(RECORDS PROVIDED)
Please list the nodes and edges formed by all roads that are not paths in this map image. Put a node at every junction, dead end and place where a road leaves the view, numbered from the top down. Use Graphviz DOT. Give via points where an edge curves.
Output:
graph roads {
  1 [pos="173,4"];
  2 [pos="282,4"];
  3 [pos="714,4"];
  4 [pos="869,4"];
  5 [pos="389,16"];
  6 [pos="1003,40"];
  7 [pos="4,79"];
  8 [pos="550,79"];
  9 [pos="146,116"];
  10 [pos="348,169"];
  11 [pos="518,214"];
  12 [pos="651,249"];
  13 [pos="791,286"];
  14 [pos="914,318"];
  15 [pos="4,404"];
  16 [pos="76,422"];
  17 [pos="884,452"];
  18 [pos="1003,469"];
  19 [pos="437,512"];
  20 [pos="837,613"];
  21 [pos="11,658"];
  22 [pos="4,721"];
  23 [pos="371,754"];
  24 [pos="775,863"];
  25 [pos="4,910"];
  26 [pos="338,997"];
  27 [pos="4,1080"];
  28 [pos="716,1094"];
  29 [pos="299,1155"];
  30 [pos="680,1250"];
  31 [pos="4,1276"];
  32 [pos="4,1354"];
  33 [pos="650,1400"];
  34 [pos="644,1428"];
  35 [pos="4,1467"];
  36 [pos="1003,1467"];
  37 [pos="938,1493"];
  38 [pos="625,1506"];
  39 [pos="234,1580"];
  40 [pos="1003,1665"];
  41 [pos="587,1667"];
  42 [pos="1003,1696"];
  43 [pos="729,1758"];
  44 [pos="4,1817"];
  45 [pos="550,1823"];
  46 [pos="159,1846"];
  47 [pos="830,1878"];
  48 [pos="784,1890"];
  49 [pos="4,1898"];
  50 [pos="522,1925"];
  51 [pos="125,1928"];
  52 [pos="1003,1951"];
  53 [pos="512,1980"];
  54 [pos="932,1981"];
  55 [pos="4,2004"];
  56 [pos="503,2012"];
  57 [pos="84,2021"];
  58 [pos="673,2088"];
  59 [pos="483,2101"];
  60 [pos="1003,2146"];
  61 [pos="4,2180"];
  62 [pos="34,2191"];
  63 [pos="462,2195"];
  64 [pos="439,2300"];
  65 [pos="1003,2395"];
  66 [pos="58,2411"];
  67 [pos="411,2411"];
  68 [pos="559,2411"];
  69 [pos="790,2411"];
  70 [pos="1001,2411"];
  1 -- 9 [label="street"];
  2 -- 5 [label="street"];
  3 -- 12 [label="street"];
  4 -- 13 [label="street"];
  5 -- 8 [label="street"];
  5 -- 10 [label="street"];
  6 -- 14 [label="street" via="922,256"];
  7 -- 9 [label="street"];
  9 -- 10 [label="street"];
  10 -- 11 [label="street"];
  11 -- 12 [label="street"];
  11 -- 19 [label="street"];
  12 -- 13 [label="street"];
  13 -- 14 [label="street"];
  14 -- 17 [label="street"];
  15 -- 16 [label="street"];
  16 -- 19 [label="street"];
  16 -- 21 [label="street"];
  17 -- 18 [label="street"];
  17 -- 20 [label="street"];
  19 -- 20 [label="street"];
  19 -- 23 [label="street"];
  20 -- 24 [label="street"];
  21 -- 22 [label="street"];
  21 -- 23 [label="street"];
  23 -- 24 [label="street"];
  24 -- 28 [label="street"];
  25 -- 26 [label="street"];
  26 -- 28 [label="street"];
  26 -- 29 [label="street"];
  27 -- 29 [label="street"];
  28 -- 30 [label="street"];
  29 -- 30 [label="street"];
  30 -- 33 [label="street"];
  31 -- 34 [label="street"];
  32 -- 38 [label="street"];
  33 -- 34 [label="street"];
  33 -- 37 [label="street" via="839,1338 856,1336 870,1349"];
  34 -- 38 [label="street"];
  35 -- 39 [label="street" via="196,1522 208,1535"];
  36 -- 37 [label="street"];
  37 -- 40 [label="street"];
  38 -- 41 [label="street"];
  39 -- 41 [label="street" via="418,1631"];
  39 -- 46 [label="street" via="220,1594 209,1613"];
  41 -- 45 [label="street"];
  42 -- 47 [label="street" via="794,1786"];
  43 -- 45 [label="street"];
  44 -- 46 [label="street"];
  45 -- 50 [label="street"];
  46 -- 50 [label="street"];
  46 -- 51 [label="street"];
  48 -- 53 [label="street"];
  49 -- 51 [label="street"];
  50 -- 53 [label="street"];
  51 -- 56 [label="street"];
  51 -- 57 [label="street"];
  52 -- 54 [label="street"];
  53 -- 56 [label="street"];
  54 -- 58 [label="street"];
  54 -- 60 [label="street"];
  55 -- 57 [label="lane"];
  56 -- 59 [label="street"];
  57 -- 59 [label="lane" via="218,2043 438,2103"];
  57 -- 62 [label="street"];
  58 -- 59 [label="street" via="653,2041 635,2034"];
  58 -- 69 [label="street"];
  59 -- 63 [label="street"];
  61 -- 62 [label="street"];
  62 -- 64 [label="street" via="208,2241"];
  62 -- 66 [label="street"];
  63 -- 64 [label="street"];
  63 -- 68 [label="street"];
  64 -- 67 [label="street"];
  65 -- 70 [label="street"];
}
(End RECORDS PROVIDED)
## THE TASK
Write out every record, exactly as written.

## COMPLETED TASK
Please list the nodes and edges formed by all roads that are not paths in this map image. Put a node at every junction, dead end and place where a road leaves the view, numbered from the top down. Use Graphviz DOT. Give via points where an edge curves.
Output:
graph roads {
  1 [pos="173,4"];
  2 [pos="282,4"];
  3 [pos="714,4"];
  4 [pos="869,4"];
  5 [pos="389,16"];
  6 [pos="1003,40"];
  7 [pos="4,79"];
  8 [pos="550,79"];
  9 [pos="146,116"];
  10 [pos="348,169"];
  11 [pos="518,214"];
  12 [pos="651,249"];
  13 [pos="791,286"];
  14 [pos="914,318"];
  15 [pos="4,404"];
  16 [pos="76,422"];
  17 [pos="884,452"];
  18 [pos="1003,469"];
  19 [pos="437,512"];
  20 [pos="837,613"];
  21 [pos="11,658"];
  22 [pos="4,721"];
  23 [pos="371,754"];
  24 [pos="775,863"];
  25 [pos="4,910"];
  26 [pos="338,997"];
  27 [pos="4,1080"];
  28 [pos="716,1094"];
  29 [pos="299,1155"];
  30 [pos="680,1250"];
  31 [pos="4,1276"];
  32 [pos="4,1354"];
  33 [pos="650,1400"];
  34 [pos="644,1428"];
  35 [pos="4,1467"];
  36 [pos="1003,1467"];
  37 [pos="938,1493"];
  38 [pos="625,1506"];
  39 [pos="234,1580"];
  40 [pos="1003,1665"];
  41 [pos="587,1667"];
  42 [pos="1003,1696"];
  43 [pos="729,1758"];
  44 [pos="4,1817"];
  45 [pos="550,1823"];
  46 [pos="159,1846"];
  47 [pos="830,1878"];
  48 [pos="784,1890"];
  49 [pos="4,1898"];
  50 [pos="522,1925"];
  51 [pos="125,1928"];
  52 [pos="1003,1951"];
  53 [pos="512,1980"];
  54 [pos="932,1981"];
  55 [pos="4,2004"];
  56 [pos="503,2012"];
  57 [pos="84,2021"];
  58 [pos="673,2088"];
  59 [pos="483,2101"];
  60 [pos="1003,2146"];
  61 [pos="4,2180"];
  62 [pos="34,2191"];
  63 [pos="462,2195"];
  64 [pos="439,2300"];
  65 [pos="1003,2395"];
  66 [pos="58,2411"];
  67 [pos="411,2411"];
  68 [pos="559,2411"];
  69 [pos="790,2411"];
  70 [pos="1001,2411"];
  1 -- 9 [label="street"];
  2 -- 5 [label="street"];
  3 -- 12 [label="street"];
  4 -- 13 [label="street"];
  5 -- 8 [label="street"];
  5 -- 10 [label="street"];
  6 -- 14 [label="street" via="922,256"];
  7 -- 9 [label="street"];
  9 -- 10 [label="street"];
  10 -- 11 [label="street"];
  11 -- 12 [label="street"];
  11 -- 19 [label="street"];
  12 -- 13 [label="street"];
  13 -- 14 [label="street"];
  14 -- 17 [label="street"];
  15 -- 16 [label="street"];
  16 -- 19 [label="street"];
  16 -- 21 [label="street"];
  17 -- 18 [label="street"];
  17 -- 20 [label="street"];
  19 -- 20 [label="street"];
  19 -- 23 [label="street"];
  20 -- 24 [label="street"];
  21 -- 22 [label="street"];
  21 -- 23 [label="street"];
  23 -- 24 [label="street"];
  24 -- 28 [label="street"];
  25 -- 26 [label="street"];
  26 -- 28 [label="street"];
  26 -- 29 [label="street"];
  27 -- 29 [label="street"];
  28 -- 30 [label="street"];
  29 -- 30 [label="street"];
  30 -- 33 [label="street"];
  31 -- 34 [label="street"];
  32 -- 38 [label="street"];
  33 -- 34 [label="street"];
  33 -- 37 [label="street" via="839,1338 856,1336 870,1349"];
  34 -- 38 [label="street"];
  35 -- 39 [label="street" via="196,1522 208,1535"];
  36 -- 37 [label="street"];
  37 -- 40 [label="street"];
  38 -- 41 [label="street"];
  39 -- 41 [label="street" via="418,1631"];
  39 -- 46 [label="street" via="220,1594 209,1613"];
  41 -- 45 [label="street"];
  42 -- 47 [label="street" via="794,1786"];
  43 -- 45 [label="street"];
  44 -- 46 [label="street"];
  45 -- 50 [label="street"];
  46 -- 50 [label="street"];
  46 -- 51 [label="street"];
  48 -- 53 [label="street"];
  49 -- 51 [label="street"];
  50 -- 53 [label="street"];
  51 -- 56 [label="street"];
  51 -- 57 [label="street"];
  52 -- 54 [label="street"];
  53 -- 56 [label="street"];
  54 -- 58 [label="street"];
  54 -- 60 [label="street"];
  55 -- 57 [label="lane"];
  56 -- 59 [label="street"];
  57 -- 59 [label="lane" via="218,2043 438,2103"];
  57 -- 62 [label="street"];
  58 -- 59 [label="street" via="653,2041 635,2034"];
  58 -- 69 [label="street"];
  59 -- 63 [label="street"];
  61 -- 62 [label="street"];
  62 -- 64 [label="street" via="208,2241"];
  62 -- 66 [label="street"];
  63 -- 64 [label="street"];
  63 -- 68 [label="street"];
  64 -- 67 [label="street"];
  65 -- 70 [label="street"];
}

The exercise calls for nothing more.